Thursday, April 2, 2015

MultiChoice plans annual rise in subscription fees over costs

Corporate News
DStv subscribers should expect their bills to rise steadily going forward, inflating their overall entertainment budgets. PHOTO | FILE
DStv subscribers should expect their bills to rise steadily going forward, inflating their overall entertainment budgets. PHOTO | FILE 
By WAINAINA WAMBU 
In Summary
  • This means that DStv subscribers should expect their bills to rise steadily going forward, inflating their overall entertainment budgets.
  • The price alert comes after the company implemented higher fees for its various bouquets starting this month.
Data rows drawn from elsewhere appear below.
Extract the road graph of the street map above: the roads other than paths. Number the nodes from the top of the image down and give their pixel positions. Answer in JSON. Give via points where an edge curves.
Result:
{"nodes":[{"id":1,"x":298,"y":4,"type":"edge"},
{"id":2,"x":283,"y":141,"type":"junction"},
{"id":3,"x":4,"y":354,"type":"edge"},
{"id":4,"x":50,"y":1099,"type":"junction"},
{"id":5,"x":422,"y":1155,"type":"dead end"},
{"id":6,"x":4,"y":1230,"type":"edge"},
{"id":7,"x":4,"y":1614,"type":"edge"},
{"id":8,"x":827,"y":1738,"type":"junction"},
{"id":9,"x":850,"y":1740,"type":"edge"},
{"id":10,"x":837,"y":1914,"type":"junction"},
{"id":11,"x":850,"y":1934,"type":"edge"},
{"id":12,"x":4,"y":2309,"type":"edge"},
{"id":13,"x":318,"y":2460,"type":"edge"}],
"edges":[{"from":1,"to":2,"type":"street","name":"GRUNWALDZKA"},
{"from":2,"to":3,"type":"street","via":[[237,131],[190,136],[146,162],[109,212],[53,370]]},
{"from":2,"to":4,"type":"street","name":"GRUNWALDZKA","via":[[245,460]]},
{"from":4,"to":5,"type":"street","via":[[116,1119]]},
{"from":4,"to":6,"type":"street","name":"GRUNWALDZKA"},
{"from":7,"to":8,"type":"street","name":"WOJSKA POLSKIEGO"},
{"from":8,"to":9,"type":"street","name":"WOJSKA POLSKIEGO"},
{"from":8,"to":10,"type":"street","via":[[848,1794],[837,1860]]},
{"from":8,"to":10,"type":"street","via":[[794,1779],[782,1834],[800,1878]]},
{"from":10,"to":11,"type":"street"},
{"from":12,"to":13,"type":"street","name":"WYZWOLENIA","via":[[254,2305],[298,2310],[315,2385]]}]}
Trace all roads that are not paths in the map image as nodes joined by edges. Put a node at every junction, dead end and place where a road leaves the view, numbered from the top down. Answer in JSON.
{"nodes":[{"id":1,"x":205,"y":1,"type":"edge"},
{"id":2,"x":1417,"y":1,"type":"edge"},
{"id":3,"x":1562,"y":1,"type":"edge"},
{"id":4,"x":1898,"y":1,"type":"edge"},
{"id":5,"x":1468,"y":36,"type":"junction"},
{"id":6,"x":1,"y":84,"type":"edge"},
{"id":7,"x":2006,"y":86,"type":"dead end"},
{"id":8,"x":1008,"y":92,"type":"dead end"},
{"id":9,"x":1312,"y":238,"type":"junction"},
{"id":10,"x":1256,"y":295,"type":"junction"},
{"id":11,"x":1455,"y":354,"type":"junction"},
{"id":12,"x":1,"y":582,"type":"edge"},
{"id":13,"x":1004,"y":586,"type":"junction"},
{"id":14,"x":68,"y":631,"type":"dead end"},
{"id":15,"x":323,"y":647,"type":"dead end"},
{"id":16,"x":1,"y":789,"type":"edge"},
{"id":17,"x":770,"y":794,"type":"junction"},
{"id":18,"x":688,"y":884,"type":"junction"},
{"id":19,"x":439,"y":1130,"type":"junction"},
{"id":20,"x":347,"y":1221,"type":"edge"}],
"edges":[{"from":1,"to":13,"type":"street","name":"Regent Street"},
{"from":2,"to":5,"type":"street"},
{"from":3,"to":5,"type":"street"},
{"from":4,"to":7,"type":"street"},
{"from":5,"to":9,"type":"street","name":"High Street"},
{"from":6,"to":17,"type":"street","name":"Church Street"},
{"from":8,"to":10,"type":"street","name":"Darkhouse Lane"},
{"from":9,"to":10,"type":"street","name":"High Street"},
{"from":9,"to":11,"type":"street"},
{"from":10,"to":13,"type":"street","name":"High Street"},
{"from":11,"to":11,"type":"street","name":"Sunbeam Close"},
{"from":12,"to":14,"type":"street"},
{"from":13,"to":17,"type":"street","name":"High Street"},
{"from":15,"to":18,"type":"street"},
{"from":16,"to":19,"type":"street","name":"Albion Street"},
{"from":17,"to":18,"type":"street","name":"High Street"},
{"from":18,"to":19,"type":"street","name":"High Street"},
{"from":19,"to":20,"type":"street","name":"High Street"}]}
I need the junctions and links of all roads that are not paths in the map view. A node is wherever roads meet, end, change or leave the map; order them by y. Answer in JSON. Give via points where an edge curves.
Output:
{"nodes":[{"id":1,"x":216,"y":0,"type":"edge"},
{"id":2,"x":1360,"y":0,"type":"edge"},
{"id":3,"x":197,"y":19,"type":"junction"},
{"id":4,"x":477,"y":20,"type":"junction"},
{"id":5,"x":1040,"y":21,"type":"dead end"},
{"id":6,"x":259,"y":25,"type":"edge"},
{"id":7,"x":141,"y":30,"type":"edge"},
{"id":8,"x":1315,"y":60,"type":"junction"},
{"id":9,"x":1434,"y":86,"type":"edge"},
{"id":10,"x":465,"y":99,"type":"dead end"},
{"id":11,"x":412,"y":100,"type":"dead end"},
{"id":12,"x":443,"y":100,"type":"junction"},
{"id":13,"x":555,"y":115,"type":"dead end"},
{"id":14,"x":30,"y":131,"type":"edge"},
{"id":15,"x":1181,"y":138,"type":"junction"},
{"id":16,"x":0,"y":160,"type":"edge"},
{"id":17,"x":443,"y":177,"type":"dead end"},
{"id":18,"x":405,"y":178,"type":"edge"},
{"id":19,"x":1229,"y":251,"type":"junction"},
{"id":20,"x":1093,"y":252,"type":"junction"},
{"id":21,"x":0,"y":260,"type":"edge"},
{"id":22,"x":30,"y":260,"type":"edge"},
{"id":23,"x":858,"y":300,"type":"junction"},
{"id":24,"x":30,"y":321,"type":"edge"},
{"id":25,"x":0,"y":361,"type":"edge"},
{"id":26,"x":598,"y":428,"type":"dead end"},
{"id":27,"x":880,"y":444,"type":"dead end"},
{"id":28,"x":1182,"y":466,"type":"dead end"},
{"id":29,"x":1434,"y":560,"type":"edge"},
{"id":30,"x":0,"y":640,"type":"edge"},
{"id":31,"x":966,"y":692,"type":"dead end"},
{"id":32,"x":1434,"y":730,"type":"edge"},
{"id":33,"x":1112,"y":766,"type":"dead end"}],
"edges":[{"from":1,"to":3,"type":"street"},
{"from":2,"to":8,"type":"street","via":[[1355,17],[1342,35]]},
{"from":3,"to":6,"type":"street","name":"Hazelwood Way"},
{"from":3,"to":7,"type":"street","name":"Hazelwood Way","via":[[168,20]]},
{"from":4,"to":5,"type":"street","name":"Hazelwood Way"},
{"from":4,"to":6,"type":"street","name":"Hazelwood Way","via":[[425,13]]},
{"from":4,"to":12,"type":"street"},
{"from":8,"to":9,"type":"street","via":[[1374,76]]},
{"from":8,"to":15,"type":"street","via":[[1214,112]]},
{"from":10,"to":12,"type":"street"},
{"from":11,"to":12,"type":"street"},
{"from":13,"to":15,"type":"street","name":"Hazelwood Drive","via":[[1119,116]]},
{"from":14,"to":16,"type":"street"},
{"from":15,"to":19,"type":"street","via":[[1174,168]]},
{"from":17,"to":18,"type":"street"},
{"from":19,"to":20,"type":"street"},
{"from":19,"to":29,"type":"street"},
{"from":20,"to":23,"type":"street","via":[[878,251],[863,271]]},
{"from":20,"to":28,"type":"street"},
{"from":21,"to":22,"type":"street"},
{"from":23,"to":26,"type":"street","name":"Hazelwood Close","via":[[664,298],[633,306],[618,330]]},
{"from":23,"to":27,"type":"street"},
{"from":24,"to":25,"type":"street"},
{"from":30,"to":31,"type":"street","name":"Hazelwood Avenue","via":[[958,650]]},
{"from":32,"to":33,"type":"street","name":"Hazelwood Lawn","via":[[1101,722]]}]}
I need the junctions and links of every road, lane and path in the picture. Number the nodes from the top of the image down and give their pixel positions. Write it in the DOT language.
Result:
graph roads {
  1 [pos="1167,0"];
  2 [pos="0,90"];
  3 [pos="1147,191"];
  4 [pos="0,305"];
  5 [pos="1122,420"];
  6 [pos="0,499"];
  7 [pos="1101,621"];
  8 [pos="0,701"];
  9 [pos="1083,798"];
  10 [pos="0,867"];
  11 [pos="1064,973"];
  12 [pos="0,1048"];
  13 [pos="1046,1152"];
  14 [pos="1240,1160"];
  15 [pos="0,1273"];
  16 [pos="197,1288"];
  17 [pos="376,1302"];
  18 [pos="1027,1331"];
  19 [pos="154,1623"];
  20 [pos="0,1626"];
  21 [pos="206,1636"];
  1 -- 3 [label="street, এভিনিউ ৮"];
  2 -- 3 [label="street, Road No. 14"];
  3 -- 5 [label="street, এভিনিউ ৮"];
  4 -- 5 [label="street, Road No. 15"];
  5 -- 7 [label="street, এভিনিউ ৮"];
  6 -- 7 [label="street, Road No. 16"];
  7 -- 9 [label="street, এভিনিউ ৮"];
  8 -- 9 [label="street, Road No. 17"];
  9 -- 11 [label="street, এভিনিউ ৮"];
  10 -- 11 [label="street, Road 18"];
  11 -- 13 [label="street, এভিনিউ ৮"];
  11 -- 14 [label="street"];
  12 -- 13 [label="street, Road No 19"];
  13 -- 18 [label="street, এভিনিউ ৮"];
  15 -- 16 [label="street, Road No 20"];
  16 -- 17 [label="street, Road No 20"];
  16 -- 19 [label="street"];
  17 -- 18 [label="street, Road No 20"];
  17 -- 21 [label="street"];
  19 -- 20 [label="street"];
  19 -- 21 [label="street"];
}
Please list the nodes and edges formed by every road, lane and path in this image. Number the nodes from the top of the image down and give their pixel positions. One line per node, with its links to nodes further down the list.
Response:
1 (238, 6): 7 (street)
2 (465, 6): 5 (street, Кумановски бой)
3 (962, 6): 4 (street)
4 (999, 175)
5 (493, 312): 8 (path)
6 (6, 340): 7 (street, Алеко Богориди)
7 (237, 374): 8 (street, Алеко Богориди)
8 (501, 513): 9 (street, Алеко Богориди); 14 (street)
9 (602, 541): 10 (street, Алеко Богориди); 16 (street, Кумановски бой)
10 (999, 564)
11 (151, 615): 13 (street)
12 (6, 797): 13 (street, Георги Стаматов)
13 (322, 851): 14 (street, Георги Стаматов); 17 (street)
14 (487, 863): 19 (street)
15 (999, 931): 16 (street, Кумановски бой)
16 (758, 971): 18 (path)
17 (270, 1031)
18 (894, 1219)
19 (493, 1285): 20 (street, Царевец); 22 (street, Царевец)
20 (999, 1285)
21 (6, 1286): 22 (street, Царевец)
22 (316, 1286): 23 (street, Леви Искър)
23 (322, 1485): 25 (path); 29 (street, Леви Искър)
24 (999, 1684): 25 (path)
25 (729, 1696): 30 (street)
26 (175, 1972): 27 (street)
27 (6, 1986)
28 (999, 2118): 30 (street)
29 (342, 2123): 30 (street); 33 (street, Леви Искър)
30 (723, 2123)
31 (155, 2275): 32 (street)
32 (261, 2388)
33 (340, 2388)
MultiChoice Africa, the owner of pay- TV brand DStv, has warned its subscribers of annual fee increments in what it blames on higher operating costs.
This means that DStv subscribers should expect their bills to rise steadily going forward, inflating their overall entertainment budgets.
The price alert comes after the company implemented higher fees for its various bouquets starting this month.
“Unfortunately, it is necessary to implement a price increase on an annual basis due to rising costs to the business,” the company said in a statement.
The announcement by DStv, which has the biggest market share in Kenya, comes at a time when the pay TV market has attracted new players including StarTimes which are luring customers with lower-priced bouquets.
DStv’s new fees will see customers pay between Sh930 and Sh8,200 per month depending on the number of channels and premium content in their bouquets. This represents a price increase of between Sh50 and Sh800.
Those subscribing to the Premium bouquet will now pay Sh8,200 while those on Compact Plus will pay Sh5,500.
The Personal Video Recorder (PVR) access fee has also increased to Sh1,020 a month, up from the previous Sh880.
MultiChoice attributes the rise in the fees on several cost items including satellite, content and devaluation of currencies against the dollar. The company buys most of its content based on the dollar and charges subscribers in local monies, exposing it to currency risks.
“In determining a price increase, MultiChoice takes into account many factors including the impact on the subscriber, current inflation and efficiencies effected within the company that may offset the necessity for a price increase,” the firm said in a statement.
MultiChoice added that it also needs to set rates which allow it to maintain reliable and high quality content while also earning a return on capital.
The digital migration wave has attracted new entrants in the pay- TV market, signalling increased competition for established firms like MultiChoice and Wananchi Group which runs the Zuku brand.
Standard Group, for instance, has announced plans to enter the pay TV business through partnerships. StarTimes is seeking to grow its market share by offering packages at lower prices including one dubbed Nyota which costs Sh150 per month.